- _Material to process_
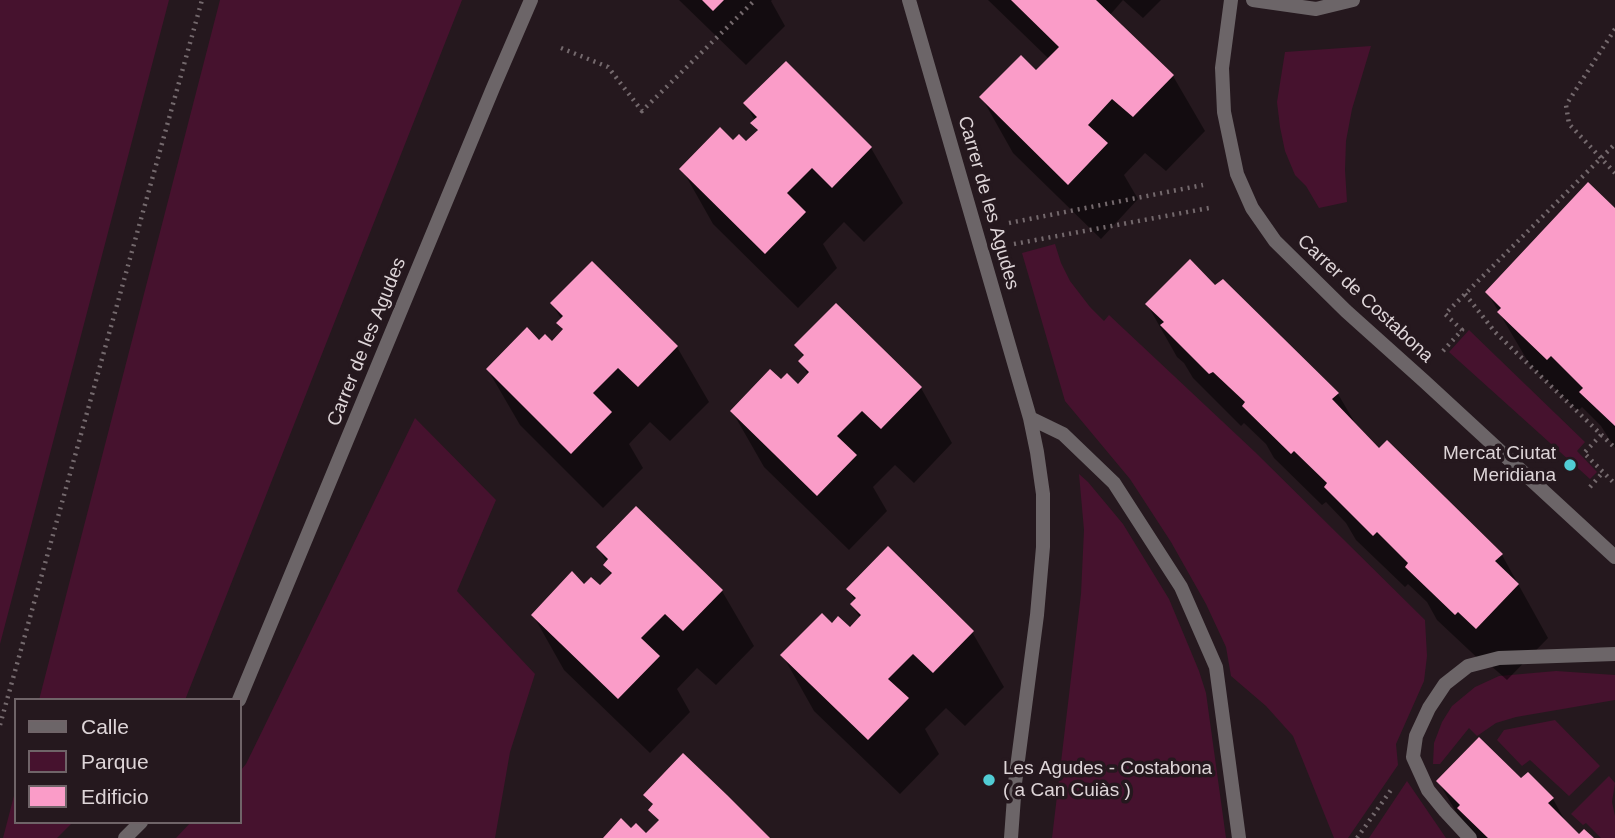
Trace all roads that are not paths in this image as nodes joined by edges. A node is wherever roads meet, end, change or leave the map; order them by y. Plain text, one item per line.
1 (531, 0) edge
2 (909, 0) edge
3 (1231, 0) edge
4 (1253, 0) edge
5 (1353, 0) edge
6 (1030, 418) junction
7 (1615, 556) edge
8 (1615, 654) edge
9 (240, 698) edge
10 (139, 824) edge
11 (125, 838) edge
12 (1011, 838) edge
13 (1239, 838) edge
14 (1471, 838) edge

1 - 9 street, Carrer de les Agudes
2 - 6 street, Carrer de les Agudes
3 - 7 street, Carrer de Costabona
4 - 5 street
6 - 12 street, Carrer de les Agudes
6 - 13 street
8 - 14 street
10 - 11 street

- _Work task_
Exactly as they appear above, print all the lines, but not the pictures.

- _Expected output_
Trace all roads that are not paths in this image as nodes joined by edges. A node is wherever roads meet, end, change or leave the map; order them by y. Plain text, one item per line.
1 (531, 0) edge
2 (909, 0) edge
3 (1231, 0) edge
4 (1253, 0) edge
5 (1353, 0) edge
6 (1030, 418) junction
7 (1615, 556) edge
8 (1615, 654) edge
9 (240, 698) edge
10 (139, 824) edge
11 (125, 838) edge
12 (1011, 838) edge
13 (1239, 838) edge
14 (1471, 838) edge

1 - 9 street, Carrer de les Agudes
2 - 6 street, Carrer de les Agudes
3 - 7 street, Carrer de Costabona
4 - 5 street
6 - 12 street, Carrer de les Agudes
6 - 13 street
8 - 14 street
10 - 11 street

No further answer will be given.